No one knows for sure how often doctors' mistakes make their patients worse. That's why physicians from all over Mississippi and Louisiana were in Biloxi this weekend to discuss doctors errors and how they affect patients.
Researcher and doctor Andy Brown told a group of Mississippi and Louisiana physicians that when doctors make mistakes not only does the health of their patients suffer, but so does the doctor-patient relationship.
"There may be some side effects such as not trusting their doctor or the hospital," said Brown. "Or a little anxious about, 'What if he does something next time? Am I going to have to buy in to what he's prescribing me?'"
Mistakes can include giving patients the wrong medication or the wrong dosage. Some doctors say communication problems are the main causes of those errors.
Dr. Joe Files, an internist from Jackson, said, "The errors are potentiated in many ways, the physician is one component of that. Patients and pharmacists, and delivery systems all take some responsibility in that."
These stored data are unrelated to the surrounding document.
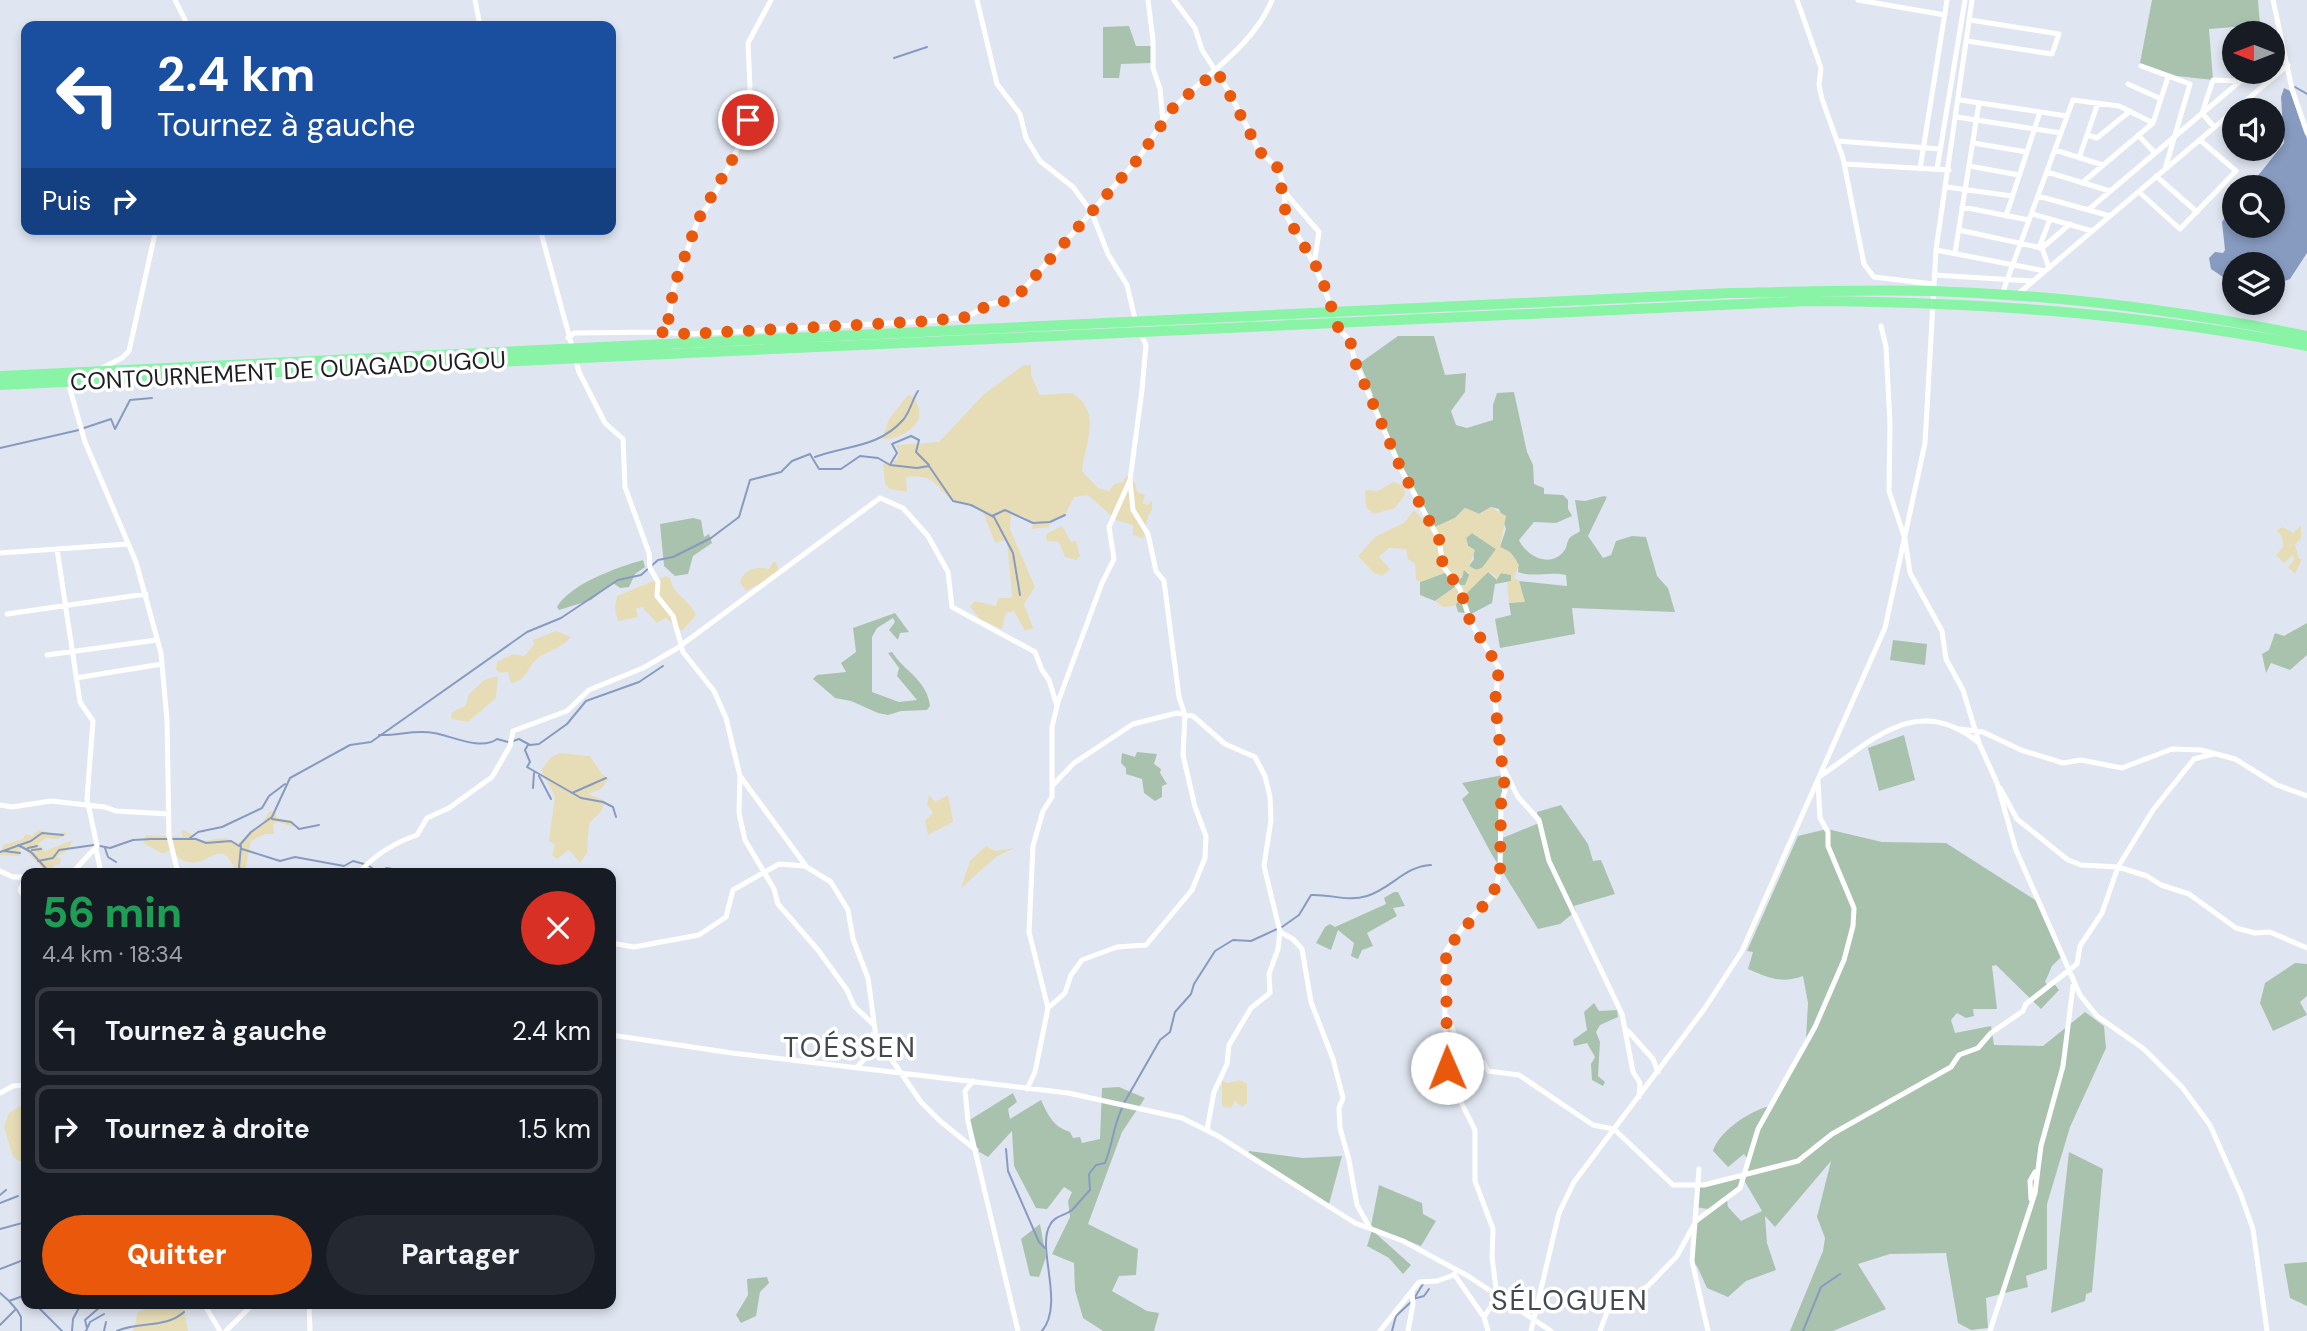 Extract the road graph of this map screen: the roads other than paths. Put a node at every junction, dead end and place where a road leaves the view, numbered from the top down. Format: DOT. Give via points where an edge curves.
graph roads {
  1 [pos="175,0"];
  2 [pos="475,0"];
  3 [pos="771,0"];
  4 [pos="976,0"];
  5 [pos="1148,0"];
  6 [pos="1174,0"];
  7 [pos="1272,0"];
  8 [pos="1797,0"];
  9 [pos="1858,0"];
  10 [pos="1947,0"];
  11 [pos="1965,0"];
  12 [pos="1972,0"];
  13 [pos="2273,0"];
  14 [pos="1879,2"];
  15 [pos="1901,4"];
  16 [pos="1945,15"];
  17 [pos="1970,20"];
  18 [pos="186,21"];
  19 [pos="479,21"];
  20 [pos="1967,41"];
  21 [pos="1937,63"];
  22 [pos="1954,65"];
  23 [pos="2288,65"];
  24 [pos="2141,66"];
  25 [pos="1217,71"];
  26 [pos="2168,77"];
  27 [pos="1934,79"];
  28 [pos="1952,80"];
  29 [pos="2222,80"];
  30 [pos="2128,84"];
  31 [pos="2236,84"];
  32 [pos="2161,99"];
  33 [pos="1960,100"];
  34 [pos="1979,103"];
  35 [pos="2098,103"];
  36 [pos="1929,110"];
  37 [pos="2130,111"];
  38 [pos="2040,112"];
  39 [pos="1946,113"];
  40 [pos="2202,113"];
  41 [pos="2067,116"];
  42 [pos="1957,117"];
  43 [pos="1976,120"];
  44 [pos="1163,121"];
  45 [pos="2153,122"];
  46 [pos="2214,127"];
  47 [pos="2035,129"];
  48 [pos="2061,133"];
  49 [pos="2307,133"];
  50 [pos="2087,135"];
  51 [pos="2138,135"];
  52 [pos="2175,136"];
  53 [pos="2200,140"];
  54 [pos="1838,141"];
  55 [pos="1973,143"];
  56 [pos="1923,148"];
  57 [pos="1940,149"];
  58 [pos="2054,150"];
  59 [pos="2027,152"];
  60 [pos="2155,153"];
  61 [pos="2080,158"];
  62 [pos="1845,164"];
  63 [pos="2103,164"];
  64 [pos="1969,166"];
  65 [pos="1920,169"];
  66 [pos="2165,169"];
  67 [pos="1937,170"];
  68 [pos="1949,170"];
  69 [pos="2047,172"];
  70 [pos="2019,175"];
  71 [pos="2157,176"];
  72 [pos="2082,183"];
  73 [pos="1946,187"];
  74 [pos="1284,190"];
  75 [pos="1965,190"];
  76 [pos="2110,191"];
  77 [pos="2139,192"];
  78 [pos="2038,196"];
  79 [pos="2012,197"];
  80 [pos="1962,207"];
  81 [pos="2088,210"];
  82 [pos="1091,211"];
  83 [pos="2197,212"];
  84 [pos="2006,216"];
  85 [pos="2110,216"];
  86 [pos="2030,217"];
  87 [pos="2050,219"];
  88 [pos="2070,225"];
  89 [pos="1959,230"];
  90 [pos="2092,231"];
  91 [pos="155,235"];
  92 [pos="542,235"];
  93 [pos="2021,244"];
  94 [pos="2041,248"];
  95 [pos="1936,250"];
  96 [pos="1955,253"];
  97 [pos="2014,263"];
  98 [pos="1314,264"];
  99 [pos="2047,269"];
  100 [pos="1934,275"];
  101 [pos="2008,279"];
  102 [pos="2033,281"];
  103 [pos="1933,292"];
  104 [pos="2002,295"];
  105 [pos="2015,296"];
  106 [pos="1336,318"];
  107 [pos="1881,326"];
  108 [pos="1138,327"];
  109 [pos="659,332"];
  110 [pos="2307,336"];
  111 [pos="2307,346"];
  112 [pos="572,348"];
  113 [pos="96,371"];
  114 [pos="0,376"];
  115 [pos="68,382"];
  116 [pos="0,385"];
  117 [pos="1130,480"];
  118 [pos="1905,539"];
  119 [pos="128,544"];
  120 [pos="57,549"];
  121 [pos="0,553"];
  122 [pos="146,594"];
  123 [pos="65,606"];
  124 [pos="8,614"];
  125 [pos="157,640"];
  126 [pos="681,645"];
  127 [pos="72,652"];
  128 [pos="47,655"];
  129 [pos="162,664"];
  130 [pos="76,678"];
  131 [pos="1057,707"];
  132 [pos="1185,715"];
  133 [pos="1960,729"];
  134 [pos="1976,730"];
  135 [pos="1979,743"];
  136 [pos="2213,754"];
  137 [pos="1502,766"];
  138 [pos="740,776"];
  139 [pos="1818,778"];
  140 [pos="1997,783"];
  141 [pos="1052,786"];
  142 [pos="2307,796"];
  143 [pos="0,805"];
  144 [pos="90,807"];
  145 [pos="169,814"];
  146 [pos="96,849"];
  147 [pos="806,866"];
  148 [pos="2118,867"];
  149 [pos="77,868"];
  150 [pos="100,868"];
  151 [pos="177,868"];
  152 [pos="364,868"];
  153 [pos="0,871"];
  154 [pos="763,872"];
  155 [pos="13,877"];
  156 [pos="21,877"];
  157 [pos="20,890"];
  158 [pos="1280,932"];
  159 [pos="616,944"];
  160 [pos="2307,948"];
  161 [pos="2066,970"];
  162 [pos="2073,983"];
  163 [pos="1048,1008"];
  164 [pos="1447,1017"];
  165 [pos="873,1026"];
  166 [pos="1626,1028"];
  167 [pos="616,1036"];
  168 [pos="857,1067"];
  169 [pos="1658,1072"];
  170 [pos="902,1074"];
  171 [pos="973,1081"];
  172 [pos="21,1085"];
  173 [pos="1027,1089"];
  174 [pos="0,1093"];
  175 [pos="1639,1097"];
  176 [pos="1614,1129"];
  177 [pos="1207,1130"];
  178 [pos="976,1150"];
  179 [pos="1699,1169"];
  180 [pos="1745,1172"];
  181 [pos="1697,1186"];
  182 [pos="1694,1223"];
  183 [pos="1370,1228"];
  184 [pos="1446,1264"];
  185 [pos="1454,1275"];
  186 [pos="1413,1290"];
  187 [pos="1497,1294"];
  188 [pos="207,1309"];
  189 [pos="248,1309"];
  190 [pos="309,1309"];
  191 [pos="1484,1317"];
  192 [pos="1534,1320"];
  193 [pos="220,1331"];
  194 [pos="226,1331"];
  195 [pos="310,1331"];
  196 [pos="1018,1331"];
  197 [pos="1380,1331"];
  198 [pos="1408,1331"];
  199 [pos="1488,1331"];
  200 [pos="1531,1331"];
  201 [pos="1551,1331"];
  202 [pos="1600,1331"];
  203 [pos="1708,1331"];
  204 [pos="1990,1331"];
  205 [pos="2267,1331"];
  1 -- 18 [label="street"];
  2 -- 19 [label="street"];
  3 -- 109 [label="street" via="748,43 746,132 698,220 674,286 667,328"];
  4 -- 82 [label="street" via="997,84 1020,114 1031,147"];
  5 -- 44 [label="street"];
  6 -- 25 [label="street"];
  7 -- 25 [label="street" via="1247,39"];
  8 -- 54 [label="street" via="1821,68 1819,85 1828,122"];
  9 -- 14 [label="street"];
  10 -- 16 [label="street"];
  11 -- 22 [label="street"];
  12 -- 17 [label="street"];
  13 -- 23 [label="street"];
  14 -- 15 [label="street"];
  15 -- 16 [label="street"];
  16 -- 21 [label="street"];
  17 -- 20 [label="street"];
  17 -- 20 [label="street" via="2059,34 2052,54"];
  20 -- 33 [label="street"];
  21 -- 22 [label="street"];
  21 -- 27 [label="street"];
  22 -- 28 [label="street"];
  23 -- 46 [label="street"];
  23 -- 49 [label="street"];
  24 -- 26 [label="street"];
  25 -- 44 [label="street" via="1175,105"];
  25 -- 74 [label="street" via="1260,152 1278,168"];
  26 -- 32 [label="street"];
  26 -- 52 [label="street" via="2190,83"];
  27 -- 28 [label="street"];
  27 -- 36 [label="street"];
  28 -- 39 [label="street"];
  29 -- 40 [label="street" via="2213,80"];
  30 -- 32 [label="street"];
  31 -- 40 [label="street"];
  32 -- 45 [label="street"];
  33 -- 34 [label="street"];
  33 -- 42 [label="street"];
  34 -- 38 [label="street"];
  34 -- 43 [label="street"];
  35 -- 37 [label="street"];
  35 -- 41 [label="street" via="2073,100"];
  35 -- 50 [label="street"];
  36 -- 39 [label="street"];
  36 -- 56 [label="street"];
  37 -- 45 [label="street"];
  37 -- 50 [label="street" via="2097,138"];
  38 -- 41 [label="street"];
  38 -- 47 [label="street"];
  39 -- 57 [label="street"];
  40 -- 46 [label="street"];
  40 -- 52 [label="street"];
  41 -- 48 [label="street"];
  42 -- 43 [label="street"];
  42 -- 68 [label="street"];
  43 -- 47 [label="street"];
  43 -- 55 [label="street"];
  44 -- 82 [label="street" via="1139,158"];
  45 -- 51 [label="street"];
  46 -- 53 [label="street"];
  47 -- 48 [label="street"];
  47 -- 59 [label="street"];
  48 -- 58 [label="street"];
  50 -- 61 [label="street"];
  51 -- 60 [label="street"];
  51 -- 63 [label="street"];
  52 -- 60 [label="street"];
  52 -- 66 [label="street"];
  53 -- 66 [label="street"];
  53 -- 83 [label="street" via="2236,171"];
  54 -- 56 [label="street"];
  54 -- 62 [label="street"];
  55 -- 59 [label="street"];
  55 -- 64 [label="street"];
  56 -- 57 [label="street"];
  56 -- 65 [label="street"];
  57 -- 67 [label="street"];
  58 -- 61 [label="street"];
  58 -- 69 [label="street"];
  59 -- 70 [label="street"];
  60 -- 76 [label="street"];
  61 -- 63 [label="street"];
  62 -- 65 [label="street"];
  62 -- 103 [label="street" via="1867,270 1874,277"];
  63 -- 72 [label="street"];
  64 -- 70 [label="street"];
  64 -- 75 [label="street"];
  65 -- 67 [label="street"];
  66 -- 71 [label="street"];
  67 -- 68 [label="street"];
  68 -- 73 [label="street"];
  69 -- 72 [label="street"];
  69 -- 78 [label="street"];
  70 -- 79 [label="street"];
  71 -- 77 [label="street"];
  71 -- 83 [label="street"];
  72 -- 76 [label="street"];
  73 -- 75 [label="street"];
  73 -- 95 [label="street"];
  74 -- 98 [label="street" via="1286,215"];
  74 -- 98 [label="street" via="1319,232"];
  75 -- 79 [label="street"];
  75 -- 80 [label="street"];
  76 -- 81 [label="street"];
  77 -- 83 [label="street" via="2180,229"];
  77 -- 85 [label="street"];
  78 -- 81 [label="street"];
  78 -- 86 [label="street"];
  79 -- 84 [label="street"];
  80 -- 84 [label="street"];
  80 -- 89 [label="street"];
  81 -- 85 [label="street"];
  82 -- 108 [label="street" via="1108,254 1127,285"];
  82 -- 109 [label="street" via="1015,299 990,304 976,314 879,325"];
  84 -- 86 [label="street"];
  85 -- 90 [label="street"];
  86 -- 87 [label="street"];
  86 -- 93 [label="street"];
  87 -- 88 [label="street"];
  87 -- 94 [label="street"];
  88 -- 90 [label="street"];
  88 -- 94 [label="street"];
  89 -- 93 [label="street"];
  89 -- 96 [label="street"];
  90 -- 99 [label="street"];
  91 -- 113 [label="street" via="128,351"];
  92 -- 112 [label="street"];
  93 -- 94 [label="street"];
  93 -- 97 [label="street"];
  94 -- 99 [label="street"];
  95 -- 96 [label="street"];
  95 -- 100 [label="street"];
  96 -- 97 [label="street"];
  97 -- 99 [label="street"];
  97 -- 101 [label="street"];
  98 -- 106 [label="street"];
  99 -- 102 [label="street"];
  100 -- 101 [label="street"];
  100 -- 103 [label="street"];
  101 -- 102 [label="street"];
  101 -- 104 [label="street"];
  102 -- 105 [label="street"];
  103 -- 104 [label="highway"];
  103 -- 106 [label="highway"];
  103 -- 111 [label="highway" via="2127,316"];
  103 -- 118 [label="street" via="1925,443"];
  104 -- 105 [label="highway"];
  105 -- 110 [label="highway" via="2180,314"];
  106 -- 108 [label="highway"];
  106 -- 137 [label="street" via="1339,330 1350,340 1401,469 1439,539 1443,566 1460,589 1470,621 1499,668 1495,702"];
  107 -- 118 [label="street" via="1890,424 1889,491"];
  108 -- 112 [label="highway"];
  108 -- 117 [label="street" via="1146,345"];
  109 -- 112 [label="street" via="573,333"];
  112 -- 113 [label="highway, CONTOURNEMENT DE OUAGADOUGOU"];
  112 -- 115 [label="highway, CONTOURNEMENT DE OUAGADOUGOU"];
  112 -- 126 [label="street" via="601,416 623,439 625,487 658,582 657,596 673,616"];
  113 -- 114 [label="highway, CONTOURNEMENT DE OUAGADOUGOU"];
  115 -- 116 [label="highway, CONTOURNEMENT DE OUAGADOUGOU"];
  115 -- 119 [label="street" via="85,442"];
  117 -- 131 [label="street" via="1109,527 1114,559 1101,583"];
  117 -- 132 [label="street" via="1133,510 1148,534 1156,571 1164,581"];
  118 -- 134 [label="street" via="1912,580 1942,631 1946,659 1960,682"];
  118 -- 139 [label="street" via="1885,628"];
  119 -- 120 [label="street"];
  119 -- 122 [label="street"];
  120 -- 121 [label="street"];
  120 -- 123 [label="street"];
  122 -- 123 [label="street"];
  122 -- 125 [label="street"];
  123 -- 124 [label="street"];
  123 -- 127 [label="street"];
  125 -- 127 [label="street"];
  125 -- 129 [label="street"];
  126 -- 131 [label="street" via="880,498 903,508 928,536 948,572 952,607 1035,652"];
  126 -- 138 [label="street" via="717,696"];
  126 -- 152 [label="street" via="643,668 589,690 567,711 513,731 510,746 487,783 427,817 417,835 401,840"];
  127 -- 128 [label="street"];
  127 -- 130 [label="street"];
  129 -- 130 [label="street"];
  129 -- 145 [label="street"];
  130 -- 144 [label="street" via="80,702 93,721"];
  131 -- 141 [label="street" via="1052,727"];
  132 -- 141 [label="street" via="1133,724 1073,763"];
  132 -- 158 [label="street" via="1197,719 1225,744 1255,757 1262,768 1271,811 1266,877"];
  132 -- 163 [label="street" via="1183,755 1206,836 1200,875 1167,924 1146,945 1118,947 1082,960 1065,993"];
  133 -- 134 [label="street"];
  133 -- 135 [label="street"];
  133 -- 139 [label="street" via="1921,721 1896,724"];
  134 -- 135 [label="street"];
  134 -- 136 [label="street" via="2063,763 2081,760 2122,768 2172,749"];
  135 -- 140 [label="street"];
  136 -- 142 [label="street"];
  136 -- 148 [label="street" via="2194,759 2153,810"];
  137 -- 164 [label="street" via="1505,790 1498,881 1493,894 1446,950"];
  137 -- 166 [label="street" via="1518,797 1539,820 1549,861"];
  138 -- 147 [label="street"];
  138 -- 154 [label="street" via="741,831"];
  139 -- 169 [label="street" via="1742,951"];
  139 -- 180 [label="street" via="1818,812 1854,908 1853,926 1826,1004 1766,1113"];
  140 -- 148 [label="street" via="2017,819 2061,856 2081,865"];
  140 -- 161 [label="street" via="2016,850"];
  141 -- 163 [label="street" via="1033,846 1029,909 1031,946"];
  143 -- 144 [label="street" via="51,801"];
  144 -- 145 [label="street"];
  144 -- 146 [label="street"];
  145 -- 151 [label="street"];
  146 -- 149 [label="street"];
  146 -- 150 [label="street"];
  147 -- 154 [label="street" via="779,864"];
  147 -- 165 [label="street" via="831,882 848,910 868,978"];
  148 -- 160 [label="street" via="2189,894 2236,928 2270,932"];
  148 -- 161 [label="street" via="2102,913 2080,946 2077,964"];
  153 -- 155 [label="street"];
  154 -- 159 [label="street" via="733,890 726,917 704,933 634,947"];
  154 -- 165 [label="street" via="778,904"];
  155 -- 156 [label="street"];
  155 -- 157 [label="street"];
  158 -- 177 [label="street" via="1269,974 1270,993 1251,1008 1229,1045"];
  158 -- 183 [label="street" via="1302,949 1311,1002 1343,1098 1340,1128 1357,1205"];
  161 -- 162 [label="street"];
  161 -- 180 [label="street" via="1978,1048 1959,1055 1951,1067 1832,1134 1798,1161"];
  162 -- 204 [label="street" via="2063,1066 2031,1181 2027,1215"];
  162 -- 205 [label="street" via="2097,1016 2144,1049 2182,1087 2210,1125 2253,1229"];
  163 -- 173 [label="street"];
  164 -- 176 [label="street" via="1466,1057 1483,1062 1488,1071 1519,1074 1593,1125"];
  164 -- 187 [label="street" via="1446,1062 1475,1130 1475,1181 1493,1229"];
  165 -- 168 [label="street" via="870,1053"];
  165 -- 170 [label="street" via="878,1042"];
  166 -- 169 [label="street" via="1656,1063"];
  166 -- 175 [label="street" via="1633,1072 1640,1083"];
  167 -- 168 [label="street"];
  168 -- 170 [label="street"];
  169 -- 175 [label="street"];
  170 -- 171 [label="street"];
  170 -- 178 [label="street" via="940,1121"];
  171 -- 173 [label="street"];
  171 -- 178 [label="street" via="965,1088 965,1102"];
  172 -- 174 [label="street"];
  173 -- 177 [label="street" via="1105,1100 1182,1118"];
  175 -- 176 [label="street"];
  176 -- 181 [label="street" via="1670,1183 1681,1188"];
  176 -- 192 [label="street" via="1574,1182 1559,1213"];
  177 -- 183 [label="street"];
  178 -- 196 [label="street"];
  179 -- 181 [label="street"];
  180 -- 181 [label="street"];
  180 -- 182 [label="street" via="1740,1188"];
  181 -- 182 [label="street"];
  182 -- 202 [label="street" via="1677,1256 1648,1285 1611,1301"];
  182 -- 203 [label="street" via="1692,1261"];
  183 -- 184 [label="street"];
  184 -- 185 [label="street"];
  184 -- 187 [label="street"];
  185 -- 186 [label="street" via="1419,1282"];
  185 -- 191 [label="street"];
  186 -- 197 [label="street"];
  186 -- 198 [label="street"];
  187 -- 191 [label="street"];
  187 -- 192 [label="street"];
  188 -- 193 [label="street"];
  189 -- 194 [label="street"];
  190 -- 195 [label="street"];
  191 -- 199 [label="street"];
  192 -- 200 [label="street"];
  192 -- 201 [label="street"];
}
"A lot of miscommunication between physicians, nurses and patients. A lot because of paperwork, the bureaucracy, bad handwriting," said Dr. Jesse Williams of Columbus.
The University of Mississippi Medical Center is conducting a $4 million study into health care mistakes that happen outside of hospitals. However, researchers say collecting data will be difficult as long as reporting mistakes could cost health care providers their jobs.
"You can't punish people for doing the right thing and admitting errors," said Files. "Focusing on how to improve the errors or improve the systems to keep from having those errors is what we need to do."
Researchers says the study will be important to Mississippi because it will focus on health care needs in our state. They say because Mississippi is more rural than other places, many people don't have access to health care.